Stored data entries:
|---|
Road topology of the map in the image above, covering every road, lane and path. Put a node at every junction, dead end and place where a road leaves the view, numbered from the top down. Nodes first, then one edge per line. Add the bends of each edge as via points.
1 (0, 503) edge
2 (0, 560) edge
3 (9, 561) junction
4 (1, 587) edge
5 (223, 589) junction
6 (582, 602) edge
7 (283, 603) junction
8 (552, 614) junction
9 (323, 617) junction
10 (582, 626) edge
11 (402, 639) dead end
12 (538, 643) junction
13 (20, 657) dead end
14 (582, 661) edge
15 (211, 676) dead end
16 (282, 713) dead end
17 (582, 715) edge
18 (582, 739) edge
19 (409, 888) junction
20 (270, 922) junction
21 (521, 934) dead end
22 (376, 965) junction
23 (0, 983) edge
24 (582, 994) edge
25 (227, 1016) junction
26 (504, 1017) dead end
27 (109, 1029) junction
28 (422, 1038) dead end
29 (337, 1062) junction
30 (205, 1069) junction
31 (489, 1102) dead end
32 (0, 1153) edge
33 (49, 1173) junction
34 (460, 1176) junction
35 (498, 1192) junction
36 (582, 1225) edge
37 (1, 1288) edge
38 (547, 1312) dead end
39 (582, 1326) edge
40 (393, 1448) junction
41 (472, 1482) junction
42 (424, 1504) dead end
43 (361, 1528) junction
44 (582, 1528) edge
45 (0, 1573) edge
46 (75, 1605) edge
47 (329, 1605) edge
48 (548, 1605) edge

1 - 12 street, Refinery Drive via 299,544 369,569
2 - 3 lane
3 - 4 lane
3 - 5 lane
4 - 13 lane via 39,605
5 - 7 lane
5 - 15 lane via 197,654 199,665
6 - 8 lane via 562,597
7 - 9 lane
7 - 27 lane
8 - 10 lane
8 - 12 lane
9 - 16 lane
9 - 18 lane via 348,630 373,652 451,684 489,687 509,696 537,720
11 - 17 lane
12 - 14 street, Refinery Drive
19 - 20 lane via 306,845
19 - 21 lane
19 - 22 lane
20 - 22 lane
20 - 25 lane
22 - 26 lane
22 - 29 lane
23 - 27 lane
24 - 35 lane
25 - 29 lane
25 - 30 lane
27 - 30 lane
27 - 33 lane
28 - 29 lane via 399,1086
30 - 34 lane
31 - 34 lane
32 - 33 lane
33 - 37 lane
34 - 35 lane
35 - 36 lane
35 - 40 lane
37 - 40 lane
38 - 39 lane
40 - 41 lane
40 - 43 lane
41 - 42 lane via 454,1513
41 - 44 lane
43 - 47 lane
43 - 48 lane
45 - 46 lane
|---|
◆ **What the task requires**
When you reply, retype each line exactly as it appears above.

◆ **Solution to the problem**
Road topology of the map in the image above, covering every road, lane and path. Put a node at every junction, dead end and place where a road leaves the view, numbered from the top down. Nodes first, then one edge per line. Add the bends of each edge as via points.
1 (0, 503) edge
2 (0, 560) edge
3 (9, 561) junction
4 (1, 587) edge
5 (223, 589) junction
6 (582, 602) edge
7 (283, 603) junction
8 (552, 614) junction
9 (323, 617) junction
10 (582, 626) edge
11 (402, 639) dead end
12 (538, 643) junction
13 (20, 657) dead end
14 (582, 661) edge
15 (211, 676) dead end
16 (282, 713) dead end
17 (582, 715) edge
18 (582, 739) edge
19 (409, 888) junction
20 (270, 922) junction
21 (521, 934) dead end
22 (376, 965) junction
23 (0, 983) edge
24 (582, 994) edge
25 (227, 1016) junction
26 (504, 1017) dead end
27 (109, 1029) junction
28 (422, 1038) dead end
29 (337, 1062) junction
30 (205, 1069) junction
31 (489, 1102) dead end
32 (0, 1153) edge
33 (49, 1173) junction
34 (460, 1176) junction
35 (498, 1192) junction
36 (582, 1225) edge
37 (1, 1288) edge
38 (547, 1312) dead end
39 (582, 1326) edge
40 (393, 1448) junction
41 (472, 1482) junction
42 (424, 1504) dead end
43 (361, 1528) junction
44 (582, 1528) edge
45 (0, 1573) edge
46 (75, 1605) edge
47 (329, 1605) edge
48 (548, 1605) edge

1 - 12 street, Refinery Drive via 299,544 369,569
2 - 3 lane
3 - 4 lane
3 - 5 lane
4 - 13 lane via 39,605
5 - 7 lane
5 - 15 lane via 197,654 199,665
6 - 8 lane via 562,597
7 - 9 lane
7 - 27 lane
8 - 10 lane
8 - 12 lane
9 - 16 lane
9 - 18 lane via 348,630 373,652 451,684 489,687 509,696 537,720
11 - 17 lane
12 - 14 street, Refinery Drive
19 - 20 lane via 306,845
19 - 21 lane
19 - 22 lane
20 - 22 lane
20 - 25 lane
22 - 26 lane
22 - 29 lane
23 - 27 lane
24 - 35 lane
25 - 29 lane
25 - 30 lane
27 - 30 lane
27 - 33 lane
28 - 29 lane via 399,1086
30 - 34 lane
31 - 34 lane
32 - 33 lane
33 - 37 lane
34 - 35 lane
35 - 36 lane
35 - 40 lane
37 - 40 lane
38 - 39 lane
40 - 41 lane
40 - 43 lane
41 - 42 lane via 454,1513
41 - 44 lane
43 - 47 lane
43 - 48 lane
45 - 46 lane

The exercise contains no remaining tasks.